Business Technology

Thursday 19 April 2018

Appy at work in the kitchen

Gordon Ramsey has had to sell his resturant in New York due to money problems. Photo: Getty Images
Gordon Ramsey has had to sell his resturant in New York due to money problems. Photo: Getty Images

John Costello

Too many cooks may spoil the broth, but nothing screams culinary sabotage louder than hard-to-follow cookbooks. But this could all be about to change with cookbooks becoming something of a relic as sleek easy-to-follow smartphone and iPad applications storm the bestsellers list this Christmas.

New digitised offerings from Gordon Ramsey, Rick Stein, Georgina Campbell and Nevin McGuire, has the death knell of the traditional cookbook ringing louder than ever. Indeed, apps have become somewhat of the secret ingredient in the battle of the celebrity Christmas cookbook.

"I think it is possible they will soon overtake cookbooks," says Paolo Tullio one of Ireland's best-known restaurant critics and author of Cooking Like An Italian. "I don't use them myself yet, because I am at an age where reading tiny print is not so easy. But without a doubt reading how to do things is not as effective as actually seeing someone cook."

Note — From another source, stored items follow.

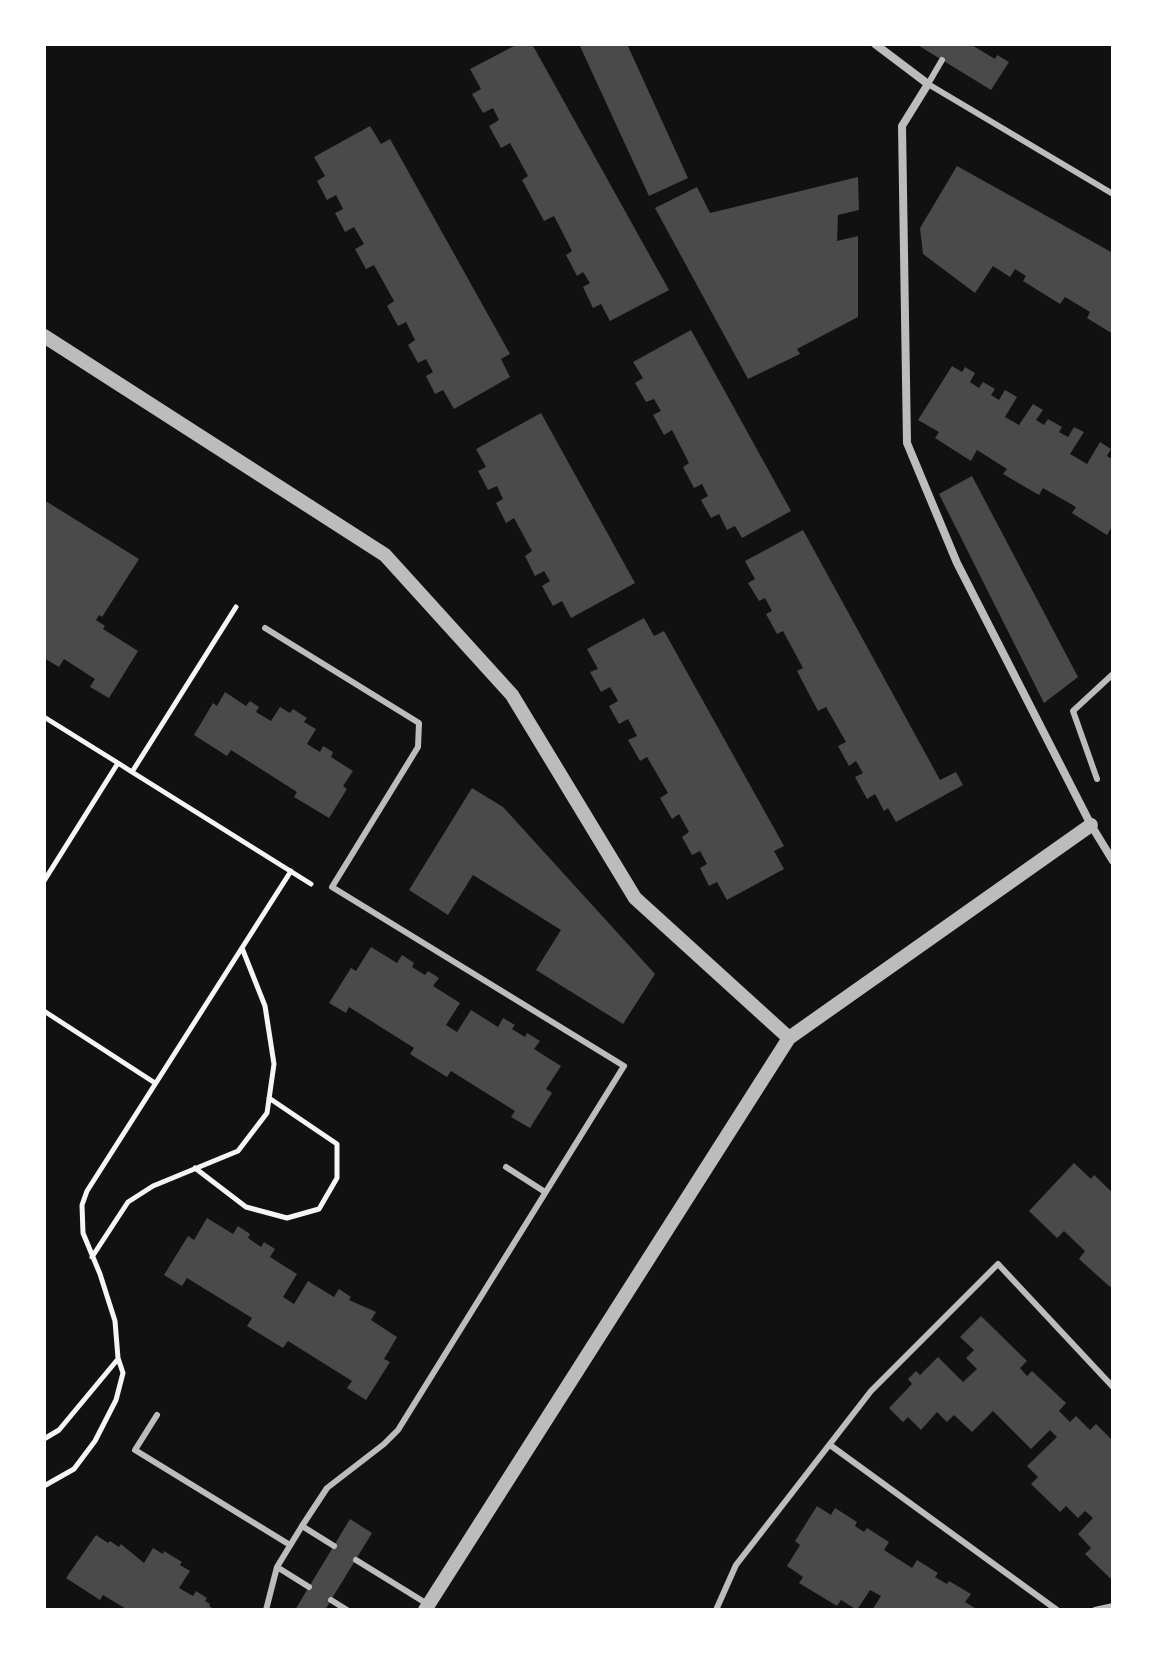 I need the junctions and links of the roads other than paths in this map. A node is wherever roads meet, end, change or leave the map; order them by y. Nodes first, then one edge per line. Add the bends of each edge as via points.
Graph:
1 (875, 44) edge
2 (942, 60) dead end
3 (928, 84) junction
4 (1113, 194) edge
5 (44, 336) edge
6 (265, 628) dead end
7 (1113, 674) edge
8 (1097, 779) dead end
9 (1091, 825) junction
10 (1113, 861) edge
11 (789, 1038) junction
12 (506, 1167) dead end
13 (545, 1192) junction
14 (1113, 1387) edge
15 (157, 1415) dead end
16 (830, 1445) junction
17 (302, 1526) junction
18 (290, 1545) junction
19 (334, 1546) dead end
20 (356, 1560) dead end
21 (277, 1567) junction
22 (309, 1587) dead end
23 (331, 1600) dead end
24 (1113, 1606) edge
25 (427, 1607) edge
26 (266, 1610) edge
27 (347, 1610) edge
28 (716, 1610) edge
29 (1057, 1610) edge
30 (1095, 1610) edge

1 - 3 street
2 - 3 lane
3 - 4 lane
3 - 9 street via 902,126 907,443 957,563
5 - 11 street via 385,555 512,695 635,898
6 - 13 lane via 419,723 418,747 332,887 624,1066
7 - 8 lane via 1073,711
9 - 10 street
9 - 11 street
11 - 25 street
12 - 13 lane
13 - 17 lane via 398,1430 327,1488
14 - 16 lane via 998,1264 871,1391
15 - 18 lane via 135,1450
16 - 28 lane via 736,1565
16 - 29 lane
17 - 18 lane
17 - 19 lane
18 - 21 lane
20 - 25 lane
21 - 22 lane
21 - 26 lane
23 - 27 lane
24 - 30 lane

Indeed, the key reason why many people prefer apps rather than leafing through dog-eared pages of a cookbook is the step-by-step instructions with visual aids that help them learn as they go.

"As these apps become more widely available, everyone with a smart phone or iPad will use them," says Paolo.

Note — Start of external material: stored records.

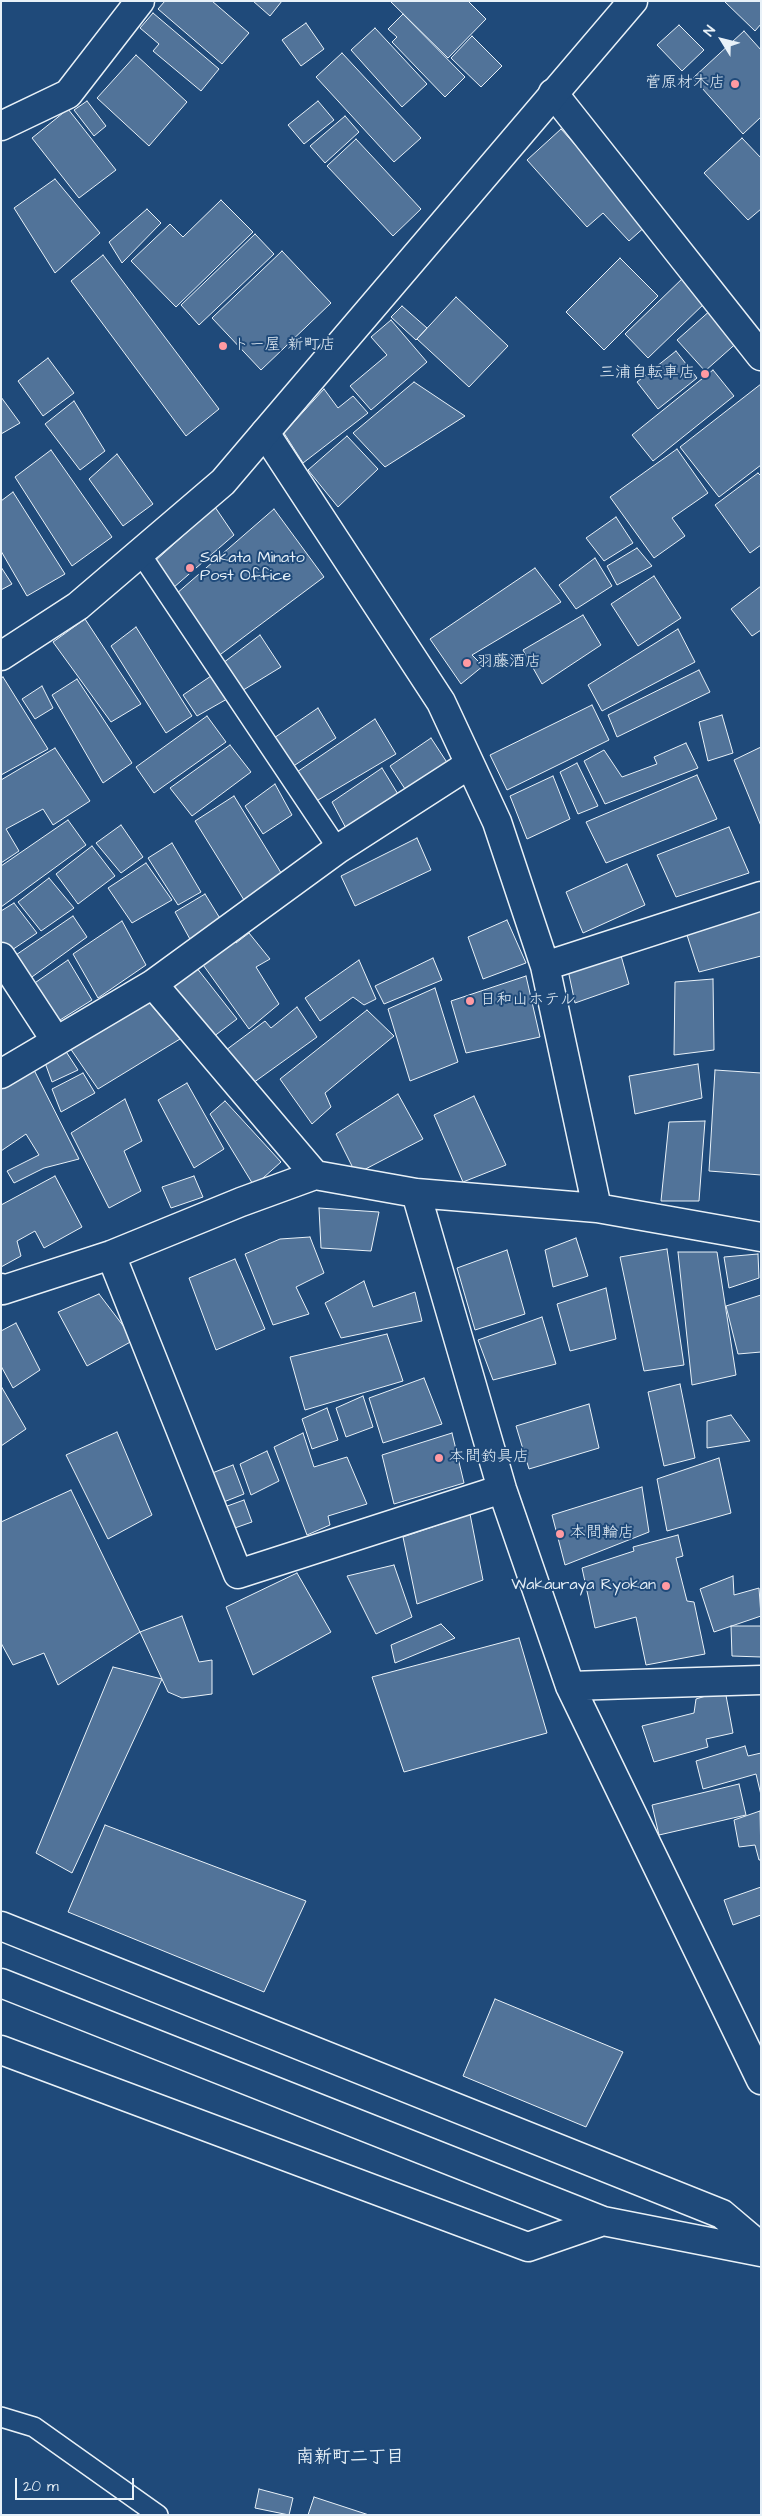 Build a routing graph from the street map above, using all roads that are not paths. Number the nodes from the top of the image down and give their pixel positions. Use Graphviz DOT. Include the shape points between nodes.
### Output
graph roads {
  1 [pos="140,1"];
  2 [pos="633,1"];
  3 [pos="553,93"];
  4 [pos="1,126"];
  5 [pos="761,356"];
  6 [pos="265,433"];
  7 [pos="140,553"];
  8 [pos="1,656"];
  9 [pos="470,764"];
  10 [pos="338,849"];
  11 [pos="761,896"];
  12 [pos="1,958"];
  13 [pos="545,966"];
  14 [pos="153,984"];
  15 [pos="56,1041"];
  16 [pos="1,1074"];
  17 [pos="315,1175"];
  18 [pos="416,1192"];
  19 [pos="597,1208"];
  20 [pos="761,1237"];
  21 [pos="111,1255"];
  22 [pos="1,1288"];
  23 [pos="502,1489"];
  24 [pos="761,1680"];
  25 [pos="570,1686"];
  26 [pos="1,1926"];
  27 [pos="1,1983"];
  28 [pos="1,2050"];
  29 [pos="761,2080"];
  30 [pos="603,2221"];
  31 [pos="761,2247"];
  32 [pos="761,2252"];
  33 [pos="1,2417"];
  34 [pos="158,2515"];
  1 -- 4 [label="street" via="68,94"];
  2 -- 3 [label="street"];
  3 -- 5 [label="street"];
  3 -- 6 [label="street"];
  6 -- 7 [label="street" via="223,482"];
  6 -- 9 [label="street" via="441,702"];
  7 -- 8 [label="street" via="78,606"];
  7 -- 10 [label="lane"];
  9 -- 10 [label="street"];
  9 -- 13 [label="street" via="496,822"];
  10 -- 14 [label="street"];
  11 -- 13 [label="street"];
  12 -- 15 [label="street"];
  13 -- 19 [label="street"];
  14 -- 15 [label="street"];
  14 -- 17 [label="street"];
  15 -- 16 [label="street"];
  17 -- 18 [label="street"];
  17 -- 21 [label="street"];
  18 -- 19 [label="street"];
  18 -- 23 [label="street"];
  19 -- 20 [label="street"];
  21 -- 22 [label="street"];
  21 -- 23 [label="street" via="238,1574"];
  23 -- 25 [label="street"];
  24 -- 25 [label="street"];
  25 -- 29 [label="street"];
  26 -- 31 [label="street" via="722,2214"];
  27 -- 30 [label="street"];
  28 -- 30 [label="street" via="528,2247"];
  30 -- 32 [label="street"];
  33 -- 34 [label="lane" via="34,2427"];
}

However, for many the love affair with traditional cookbooks will be hard to beat. "I buy a lot of cookbooks so for me, while apps are something that have great value, nothing beats the tried and traditional," says Neven Maguire, who recently released his iCook app. "The video content of apps is a very big selling point. But I think cookbooks will remain the cornerstone of every good kitchen."

With all of Ireland's top chefs eyeing the success of apps, Kevin Dundon is determined not to be left behind and will be launching his early in the new year.

"I think if they are cleverly put together they are incredibly useful," says Dundon.

"The number of things such as video, ingredients and shopping lists you can put on them is amazing and I think the more the better when it comes to apps.

"I do think it is wonderful going through your old cookbooks and seeing smudges all over the page containing your favourite dish, but you have to move with the times.

"I do not think apps are the be all and end all, but I do think they can go hand-in-hand with any collection of cookbooks."